Where to begin. I never know where to start or where to end...

First off, thanks for the link!

Second, I'm happy you're embracing the fact you can't quite pin this film down and seeing it as evidence of it's brilliance.

The facts of the movie I am absolutely certain of:


Carla Jean is a goner. Llewelyn is a goner. He did not fool around with the pool lady, but she got caught in the crossfire. Chigurh was not behind the door. He did get the money.

***End Spoilers***

Though I'm sure of what happened, I'm still not sure of what it all adds up to and that's ok. I still haven't gotten tired of thinking about it. Movies don't do that to me very often.

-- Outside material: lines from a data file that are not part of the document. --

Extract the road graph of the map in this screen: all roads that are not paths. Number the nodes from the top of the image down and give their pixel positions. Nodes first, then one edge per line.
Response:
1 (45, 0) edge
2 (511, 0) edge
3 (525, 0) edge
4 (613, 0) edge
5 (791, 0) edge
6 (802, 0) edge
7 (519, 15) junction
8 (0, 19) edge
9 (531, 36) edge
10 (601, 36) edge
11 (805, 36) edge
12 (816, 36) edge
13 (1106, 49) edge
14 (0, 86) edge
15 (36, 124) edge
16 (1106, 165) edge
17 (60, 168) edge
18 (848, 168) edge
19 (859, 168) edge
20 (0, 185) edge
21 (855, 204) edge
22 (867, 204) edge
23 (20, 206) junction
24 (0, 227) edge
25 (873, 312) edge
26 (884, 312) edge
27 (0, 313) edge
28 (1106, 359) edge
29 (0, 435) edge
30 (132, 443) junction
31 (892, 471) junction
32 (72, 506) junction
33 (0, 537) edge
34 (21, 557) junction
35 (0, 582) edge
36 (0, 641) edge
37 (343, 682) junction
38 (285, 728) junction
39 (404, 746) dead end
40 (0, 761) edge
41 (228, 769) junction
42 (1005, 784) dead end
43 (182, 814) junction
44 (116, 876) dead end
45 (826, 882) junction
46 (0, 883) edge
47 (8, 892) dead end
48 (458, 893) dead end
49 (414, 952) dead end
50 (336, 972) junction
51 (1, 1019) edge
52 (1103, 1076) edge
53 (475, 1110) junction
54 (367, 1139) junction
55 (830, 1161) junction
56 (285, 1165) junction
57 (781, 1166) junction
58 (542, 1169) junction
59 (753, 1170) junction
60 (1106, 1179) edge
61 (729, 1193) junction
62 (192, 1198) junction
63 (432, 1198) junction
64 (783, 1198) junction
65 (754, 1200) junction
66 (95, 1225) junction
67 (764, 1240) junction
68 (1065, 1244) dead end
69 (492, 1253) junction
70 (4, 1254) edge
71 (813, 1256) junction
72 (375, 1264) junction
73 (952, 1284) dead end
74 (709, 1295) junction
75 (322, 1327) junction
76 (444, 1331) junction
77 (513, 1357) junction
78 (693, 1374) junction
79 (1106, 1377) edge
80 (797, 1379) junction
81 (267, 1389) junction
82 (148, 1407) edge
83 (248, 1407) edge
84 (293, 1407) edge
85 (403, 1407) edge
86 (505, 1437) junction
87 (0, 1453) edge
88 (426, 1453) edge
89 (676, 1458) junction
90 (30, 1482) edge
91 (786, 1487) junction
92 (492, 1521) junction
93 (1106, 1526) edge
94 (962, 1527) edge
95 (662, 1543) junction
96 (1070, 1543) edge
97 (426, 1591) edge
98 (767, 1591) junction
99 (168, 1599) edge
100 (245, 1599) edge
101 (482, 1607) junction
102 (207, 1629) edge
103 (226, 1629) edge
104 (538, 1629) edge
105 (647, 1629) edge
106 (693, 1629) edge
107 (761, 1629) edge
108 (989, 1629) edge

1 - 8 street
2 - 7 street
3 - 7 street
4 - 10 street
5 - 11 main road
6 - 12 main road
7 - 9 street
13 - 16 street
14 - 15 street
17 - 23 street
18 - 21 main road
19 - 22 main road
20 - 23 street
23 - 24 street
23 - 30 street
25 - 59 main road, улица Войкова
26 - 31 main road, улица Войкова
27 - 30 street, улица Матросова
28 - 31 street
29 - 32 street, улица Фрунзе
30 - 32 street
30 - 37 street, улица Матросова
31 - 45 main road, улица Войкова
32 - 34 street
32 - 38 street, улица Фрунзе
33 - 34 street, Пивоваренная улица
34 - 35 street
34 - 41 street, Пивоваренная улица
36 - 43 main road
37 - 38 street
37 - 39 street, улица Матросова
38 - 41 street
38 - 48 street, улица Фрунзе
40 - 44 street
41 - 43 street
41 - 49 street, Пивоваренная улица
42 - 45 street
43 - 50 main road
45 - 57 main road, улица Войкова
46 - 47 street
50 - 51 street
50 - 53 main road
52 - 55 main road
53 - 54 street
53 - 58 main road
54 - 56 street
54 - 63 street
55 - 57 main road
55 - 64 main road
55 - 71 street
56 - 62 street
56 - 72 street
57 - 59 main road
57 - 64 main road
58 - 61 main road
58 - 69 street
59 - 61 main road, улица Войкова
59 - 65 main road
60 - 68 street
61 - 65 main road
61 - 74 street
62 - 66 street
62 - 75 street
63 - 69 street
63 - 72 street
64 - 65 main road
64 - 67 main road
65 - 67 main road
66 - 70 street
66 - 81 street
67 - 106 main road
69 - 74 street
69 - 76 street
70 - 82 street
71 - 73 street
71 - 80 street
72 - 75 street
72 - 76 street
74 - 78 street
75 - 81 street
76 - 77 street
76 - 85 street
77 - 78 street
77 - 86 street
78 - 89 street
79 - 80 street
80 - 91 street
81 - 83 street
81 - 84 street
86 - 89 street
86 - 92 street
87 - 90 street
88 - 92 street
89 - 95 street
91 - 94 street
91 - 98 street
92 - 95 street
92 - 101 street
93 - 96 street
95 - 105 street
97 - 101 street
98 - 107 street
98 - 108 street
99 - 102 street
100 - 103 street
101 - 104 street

I read the book after seeing the movie for the third time. They are remarkably similar. The boys did an amazing job of stripping it down to the essential detail while still keeping everything that was important.

Much of the dialogue was McCarthy's, but it's amazing how well it fit the Coen style. There were naturally more details in the book and the scenes were given more room to breathe, but it was an amazingly faithful adaptation.

The weird thing is that I resisted reading what other people were saying about it for a long time. Until well after I wrote my own review. I finally read MZS's interesting but eliptical take and I read some of what Glenn Kenney had to say. I have yet to read Manohla. I'm saddened she didn't like it because I've like her since her days at the LA Weekly and LA Times.

Anyway, I almost feel posessive of the movie and I don't want other people's opinions crowding out my own. I want it all for myself. I'm not sure why. It feels like it's MY movie.

What's funny about the ending is that people are disappointed in it as though it leaves questions unanswered, but it really doesn't. Everyone's fate is pretty much decided, but people are unhappy because it doesn't turn out the way they want. **Spoilers** the sheriff doesn't save the day, and that's one of the main points of the film. The force of good doesn't live up to his promise. Neither does the imperfect 'man' Llewelyn. The only one who does what he says he's going to do is the 'bad' Chigurh. Yes I just drew a parallel there between NCfOM and The Good The Bad and The Ugly. I don't know if it holds water, but I couldn't resist.

Anyway, not only does Ed Tom not save the day, the badness all happens off screen. The audience is denied the usual release of a crime thriller at every turn. And the movie was so good at building up to it, it's quite a slap in the face.

But, this ending leaves you thinking. A more satisfying ending I think would've been enjoyable but quickly forgotten.

Anyway. For a while there I was on the verge of elevating There Will Be Blood to my favorite movie of the year, but No Country is back on top. I love this movie. I love this whole movie year.

Hedwig said...

Yes, this is quite an amazing year we're having, isn't it? I'm having a really hard time deciding which film from my preliminary top 5 I'm going to have to bump for NCfOM, and I haven't even seen There Will Be Blood yet.

Also, on the "the Good, the Bad and the Ugly" comparison, I've been thinking about it too, but there's one rather big difference: while the three protagonists in that movie are constantly interacting, the three here don't ever even share the screen. They interact, but indirectly: through a wall, a phone line, and most importantly, through following each other's footsteps.


In my interpretation,it's not even Chigurh who kills Llewelyn, but the Mexicans


They are reflections of each other, in a way, especially in the beginning where we see first Llewelyn, then Chigurh, and finally the sheriff go through the same locations, looking for what the other(s) left behind.

Most of all, this is a movie I keep thinking about, and you're absolutely right that this ending is much better and memorable than a simpler, more satisfying one would have been.